Stored items:
-- Opening Marker --

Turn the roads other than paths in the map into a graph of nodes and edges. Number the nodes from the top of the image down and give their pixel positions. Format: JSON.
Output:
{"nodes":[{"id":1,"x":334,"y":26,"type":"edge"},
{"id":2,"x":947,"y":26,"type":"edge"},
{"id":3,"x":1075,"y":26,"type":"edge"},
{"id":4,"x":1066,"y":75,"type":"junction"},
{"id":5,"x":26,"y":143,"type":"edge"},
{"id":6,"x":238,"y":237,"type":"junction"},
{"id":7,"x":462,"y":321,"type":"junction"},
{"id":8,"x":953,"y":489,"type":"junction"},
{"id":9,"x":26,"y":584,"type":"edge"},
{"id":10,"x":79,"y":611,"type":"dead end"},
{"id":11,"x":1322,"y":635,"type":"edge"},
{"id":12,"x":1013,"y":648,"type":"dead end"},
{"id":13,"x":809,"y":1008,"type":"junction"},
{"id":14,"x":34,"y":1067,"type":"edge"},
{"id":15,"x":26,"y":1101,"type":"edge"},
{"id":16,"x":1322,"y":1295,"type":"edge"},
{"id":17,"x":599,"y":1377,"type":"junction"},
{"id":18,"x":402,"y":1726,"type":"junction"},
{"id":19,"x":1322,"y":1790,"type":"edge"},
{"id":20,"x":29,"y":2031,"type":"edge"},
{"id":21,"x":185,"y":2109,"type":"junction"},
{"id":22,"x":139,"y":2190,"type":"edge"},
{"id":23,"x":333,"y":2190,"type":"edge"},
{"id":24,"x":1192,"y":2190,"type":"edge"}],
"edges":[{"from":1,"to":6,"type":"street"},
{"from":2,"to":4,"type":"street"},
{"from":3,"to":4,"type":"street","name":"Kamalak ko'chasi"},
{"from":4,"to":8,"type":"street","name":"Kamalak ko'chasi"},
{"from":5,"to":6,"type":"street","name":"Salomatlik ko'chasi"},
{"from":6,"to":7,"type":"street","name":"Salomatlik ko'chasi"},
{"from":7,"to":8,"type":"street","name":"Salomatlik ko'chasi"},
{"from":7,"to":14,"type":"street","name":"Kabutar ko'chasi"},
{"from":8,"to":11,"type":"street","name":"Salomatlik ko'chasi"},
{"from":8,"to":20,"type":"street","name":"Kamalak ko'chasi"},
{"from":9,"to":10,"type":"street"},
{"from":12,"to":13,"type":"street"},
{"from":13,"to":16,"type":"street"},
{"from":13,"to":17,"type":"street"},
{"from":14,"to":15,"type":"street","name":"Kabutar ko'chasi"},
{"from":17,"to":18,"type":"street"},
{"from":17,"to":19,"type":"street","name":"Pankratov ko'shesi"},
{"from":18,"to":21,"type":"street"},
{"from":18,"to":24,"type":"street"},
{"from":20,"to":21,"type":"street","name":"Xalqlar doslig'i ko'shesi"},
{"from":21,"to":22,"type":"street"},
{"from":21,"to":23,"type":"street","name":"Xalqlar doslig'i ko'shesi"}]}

-- Closing Marker --

| Exercise brief |
Give the number of lines above that hold "chasi", with no other words.

| Output |
9